To mark World Sight Day 2017 we welcome Dr Astrid Bonfield CBE as our guest blogger.

12th October 2017

This month we welcome our guest blogger Dr Astrid Bonfield CBE from The Queen Elizabeth Diamond Jubilee Trust.

Imagine if your eyelashes turned inwards and scratched the front of your eye. Every blink causing pain. Every blink causing irreparable scarring. Every blink slowly robbing you of your sight.

This is the reality for millions of people around the world with blinding trachoma.

But it doesn’t have to be.

The Pears Foundation is supporting The Queen Elizabeth Diamond Jubilee Trust in its mission to make blinding trachoma history across the Commonwealth.

Trachoma is the world’s leading infectious cause of blindness. It is caused by bacteria, and is spread by close contact with an infected person or by eye-seeking flies. It is a disease associated with extreme poverty, most commonly found in rural communities where people have limited access to clean water and healthcare. It is a disease that is four times more likely to affect women than men.

The Trust is working with local partners and Ministries of Health to eliminate blinding trachoma in 12 Commonwealth countries across Africa and the Pacific. By implementing a tried and tested strategy called SAFE, we are: providing sight-saving surgery (S) to correct the position of in-turned eyelashes and prevent further scarring of the eye; distributing antibiotics (A) to millions of people living in at-risk areas to reduce the spread of infection; promoting the importance of facial cleanliness (F) to help prevent transmission from person to person; and supporting environmental improvements (E) to increase access to safe water sources and sanitation.

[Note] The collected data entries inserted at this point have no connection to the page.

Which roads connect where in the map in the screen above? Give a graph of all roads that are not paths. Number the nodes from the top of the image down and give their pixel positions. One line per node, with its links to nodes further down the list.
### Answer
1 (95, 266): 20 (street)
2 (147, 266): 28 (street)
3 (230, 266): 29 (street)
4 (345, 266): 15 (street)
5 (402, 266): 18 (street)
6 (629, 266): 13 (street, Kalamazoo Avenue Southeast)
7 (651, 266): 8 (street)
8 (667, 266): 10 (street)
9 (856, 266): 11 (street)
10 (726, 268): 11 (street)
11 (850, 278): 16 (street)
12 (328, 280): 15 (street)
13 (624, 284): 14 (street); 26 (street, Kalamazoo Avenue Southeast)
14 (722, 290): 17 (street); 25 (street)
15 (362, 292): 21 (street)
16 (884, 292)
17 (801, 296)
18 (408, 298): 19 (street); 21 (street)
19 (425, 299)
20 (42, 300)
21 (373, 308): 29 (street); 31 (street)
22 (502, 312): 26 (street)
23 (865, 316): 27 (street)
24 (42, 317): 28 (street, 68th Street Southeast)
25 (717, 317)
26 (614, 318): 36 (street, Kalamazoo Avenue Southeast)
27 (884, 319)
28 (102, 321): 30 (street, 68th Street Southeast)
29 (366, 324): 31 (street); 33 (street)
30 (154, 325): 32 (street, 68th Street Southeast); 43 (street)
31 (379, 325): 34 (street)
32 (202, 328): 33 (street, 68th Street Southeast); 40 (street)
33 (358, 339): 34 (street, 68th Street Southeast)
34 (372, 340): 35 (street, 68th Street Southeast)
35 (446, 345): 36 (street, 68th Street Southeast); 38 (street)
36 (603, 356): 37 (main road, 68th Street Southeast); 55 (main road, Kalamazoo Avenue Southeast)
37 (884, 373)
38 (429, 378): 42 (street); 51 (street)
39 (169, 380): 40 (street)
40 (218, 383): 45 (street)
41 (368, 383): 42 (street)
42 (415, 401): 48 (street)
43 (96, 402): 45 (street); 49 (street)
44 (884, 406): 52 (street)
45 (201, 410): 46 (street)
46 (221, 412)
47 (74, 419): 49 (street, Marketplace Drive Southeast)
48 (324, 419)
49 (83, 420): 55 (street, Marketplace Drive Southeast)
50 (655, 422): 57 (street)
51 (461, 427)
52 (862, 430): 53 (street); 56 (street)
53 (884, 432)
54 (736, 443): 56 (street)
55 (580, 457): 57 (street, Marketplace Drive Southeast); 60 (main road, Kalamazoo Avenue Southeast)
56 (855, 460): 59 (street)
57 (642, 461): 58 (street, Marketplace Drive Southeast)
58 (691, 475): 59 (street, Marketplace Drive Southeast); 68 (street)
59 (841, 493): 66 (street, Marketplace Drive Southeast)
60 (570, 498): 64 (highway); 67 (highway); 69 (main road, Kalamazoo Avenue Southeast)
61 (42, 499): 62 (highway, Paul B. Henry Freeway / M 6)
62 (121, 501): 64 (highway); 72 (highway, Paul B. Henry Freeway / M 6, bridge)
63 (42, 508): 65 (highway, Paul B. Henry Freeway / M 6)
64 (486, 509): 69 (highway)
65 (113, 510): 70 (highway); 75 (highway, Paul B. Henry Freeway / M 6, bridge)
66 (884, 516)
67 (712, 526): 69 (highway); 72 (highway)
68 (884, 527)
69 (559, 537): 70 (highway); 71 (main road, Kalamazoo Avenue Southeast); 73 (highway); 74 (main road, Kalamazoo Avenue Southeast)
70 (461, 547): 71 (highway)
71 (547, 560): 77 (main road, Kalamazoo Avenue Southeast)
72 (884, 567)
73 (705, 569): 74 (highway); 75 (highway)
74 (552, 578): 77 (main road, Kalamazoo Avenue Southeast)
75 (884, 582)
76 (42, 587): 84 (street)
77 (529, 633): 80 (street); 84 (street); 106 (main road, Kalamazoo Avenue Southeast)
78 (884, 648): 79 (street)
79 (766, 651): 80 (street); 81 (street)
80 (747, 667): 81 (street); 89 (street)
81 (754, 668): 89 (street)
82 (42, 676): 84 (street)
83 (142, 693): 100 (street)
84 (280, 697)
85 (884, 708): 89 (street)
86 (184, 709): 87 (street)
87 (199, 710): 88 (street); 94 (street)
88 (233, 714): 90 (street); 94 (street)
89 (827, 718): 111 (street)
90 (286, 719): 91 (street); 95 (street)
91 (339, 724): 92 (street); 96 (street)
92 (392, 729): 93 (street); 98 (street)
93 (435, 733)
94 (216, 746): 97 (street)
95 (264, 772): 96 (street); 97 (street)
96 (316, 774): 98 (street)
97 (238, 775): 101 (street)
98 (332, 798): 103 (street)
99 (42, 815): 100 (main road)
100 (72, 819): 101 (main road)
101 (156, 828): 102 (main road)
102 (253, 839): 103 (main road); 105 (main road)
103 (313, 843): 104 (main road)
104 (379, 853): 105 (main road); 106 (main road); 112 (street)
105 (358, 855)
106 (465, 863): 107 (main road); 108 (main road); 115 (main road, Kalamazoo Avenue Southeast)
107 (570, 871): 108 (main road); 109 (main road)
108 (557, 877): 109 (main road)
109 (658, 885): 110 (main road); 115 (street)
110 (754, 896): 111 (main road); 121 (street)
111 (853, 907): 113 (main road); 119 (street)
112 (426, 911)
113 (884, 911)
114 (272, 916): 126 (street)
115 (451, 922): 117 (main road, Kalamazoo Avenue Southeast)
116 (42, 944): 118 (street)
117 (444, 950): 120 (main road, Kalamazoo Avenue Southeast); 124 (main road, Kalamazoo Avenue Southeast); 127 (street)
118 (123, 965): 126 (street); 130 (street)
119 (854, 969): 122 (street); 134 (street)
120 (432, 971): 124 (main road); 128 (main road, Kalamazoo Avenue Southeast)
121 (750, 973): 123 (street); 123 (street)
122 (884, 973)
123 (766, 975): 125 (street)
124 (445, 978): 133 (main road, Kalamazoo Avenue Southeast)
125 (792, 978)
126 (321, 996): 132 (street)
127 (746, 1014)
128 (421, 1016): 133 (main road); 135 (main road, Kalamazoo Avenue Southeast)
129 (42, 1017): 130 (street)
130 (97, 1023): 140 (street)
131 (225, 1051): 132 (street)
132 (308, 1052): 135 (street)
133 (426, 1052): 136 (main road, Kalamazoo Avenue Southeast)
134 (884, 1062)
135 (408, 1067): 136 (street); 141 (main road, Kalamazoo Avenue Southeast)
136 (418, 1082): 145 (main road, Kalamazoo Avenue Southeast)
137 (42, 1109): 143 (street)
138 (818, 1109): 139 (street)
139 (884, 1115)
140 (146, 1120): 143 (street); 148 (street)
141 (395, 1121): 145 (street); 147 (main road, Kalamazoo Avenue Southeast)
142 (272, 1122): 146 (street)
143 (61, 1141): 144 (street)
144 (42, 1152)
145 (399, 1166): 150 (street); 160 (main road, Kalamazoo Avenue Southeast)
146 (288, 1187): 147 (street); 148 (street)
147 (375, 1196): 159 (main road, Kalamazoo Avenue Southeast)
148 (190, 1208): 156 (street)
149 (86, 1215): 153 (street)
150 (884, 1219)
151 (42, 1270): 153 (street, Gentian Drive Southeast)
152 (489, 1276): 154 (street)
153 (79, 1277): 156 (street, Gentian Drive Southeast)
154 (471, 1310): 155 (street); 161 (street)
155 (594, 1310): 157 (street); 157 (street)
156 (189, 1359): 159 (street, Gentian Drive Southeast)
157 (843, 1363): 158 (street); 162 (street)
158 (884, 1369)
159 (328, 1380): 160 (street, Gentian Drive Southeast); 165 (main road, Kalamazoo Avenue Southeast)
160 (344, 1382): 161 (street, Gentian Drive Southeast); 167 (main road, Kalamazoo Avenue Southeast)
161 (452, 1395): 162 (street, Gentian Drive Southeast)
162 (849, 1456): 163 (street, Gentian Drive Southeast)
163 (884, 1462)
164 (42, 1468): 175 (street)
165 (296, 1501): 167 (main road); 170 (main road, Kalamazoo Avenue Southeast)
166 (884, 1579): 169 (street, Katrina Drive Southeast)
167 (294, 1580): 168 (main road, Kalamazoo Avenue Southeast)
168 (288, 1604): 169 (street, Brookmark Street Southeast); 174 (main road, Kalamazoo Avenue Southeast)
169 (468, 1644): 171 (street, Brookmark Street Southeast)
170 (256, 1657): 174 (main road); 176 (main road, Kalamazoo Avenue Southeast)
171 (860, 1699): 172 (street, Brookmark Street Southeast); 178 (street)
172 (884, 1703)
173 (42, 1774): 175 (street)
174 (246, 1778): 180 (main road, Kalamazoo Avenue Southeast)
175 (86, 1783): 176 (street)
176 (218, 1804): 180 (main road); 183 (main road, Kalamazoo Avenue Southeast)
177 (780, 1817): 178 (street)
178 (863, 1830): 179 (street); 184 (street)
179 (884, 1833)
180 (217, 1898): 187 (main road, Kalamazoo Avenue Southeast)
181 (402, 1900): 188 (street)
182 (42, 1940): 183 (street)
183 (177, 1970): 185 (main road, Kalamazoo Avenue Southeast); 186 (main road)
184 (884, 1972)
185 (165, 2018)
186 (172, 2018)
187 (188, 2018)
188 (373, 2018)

Supporting this approach is wielding remarkable results, and fast. Since 2014, when our programme started in Africa, 15,960,134 people living in at-risk areas have been treated with antibiotics; 71,314 people have received sight-saving surgery, more than 14,000 community health volunteers have been trained and mobilised to locate people in need of surgery, and more than 200 surgeons have been trained to provide trachoma surgery.

People like Mercy Banda, a mother and subsistence farmer from Kasungu district in Malawi who, thanks to the efforts of our partners, has had her sight saved. Mercy started experiencing discomfort from trachoma two years ago. She was eventually in so much pain that she could no longer harvest soya bean, the main source of income for her family: “I felt chronic sharp pain in both my eyes and could no longer see”, she later told us.

Mercy received treatment when an outreach programme supported by the Trust visited her community and provided her with essential eye surgery, there and then. The operation was a success and Mercy is now free from pain and able to harvest twice as many crops as she could the year before. Her life, and the lives of her children, have been transformed.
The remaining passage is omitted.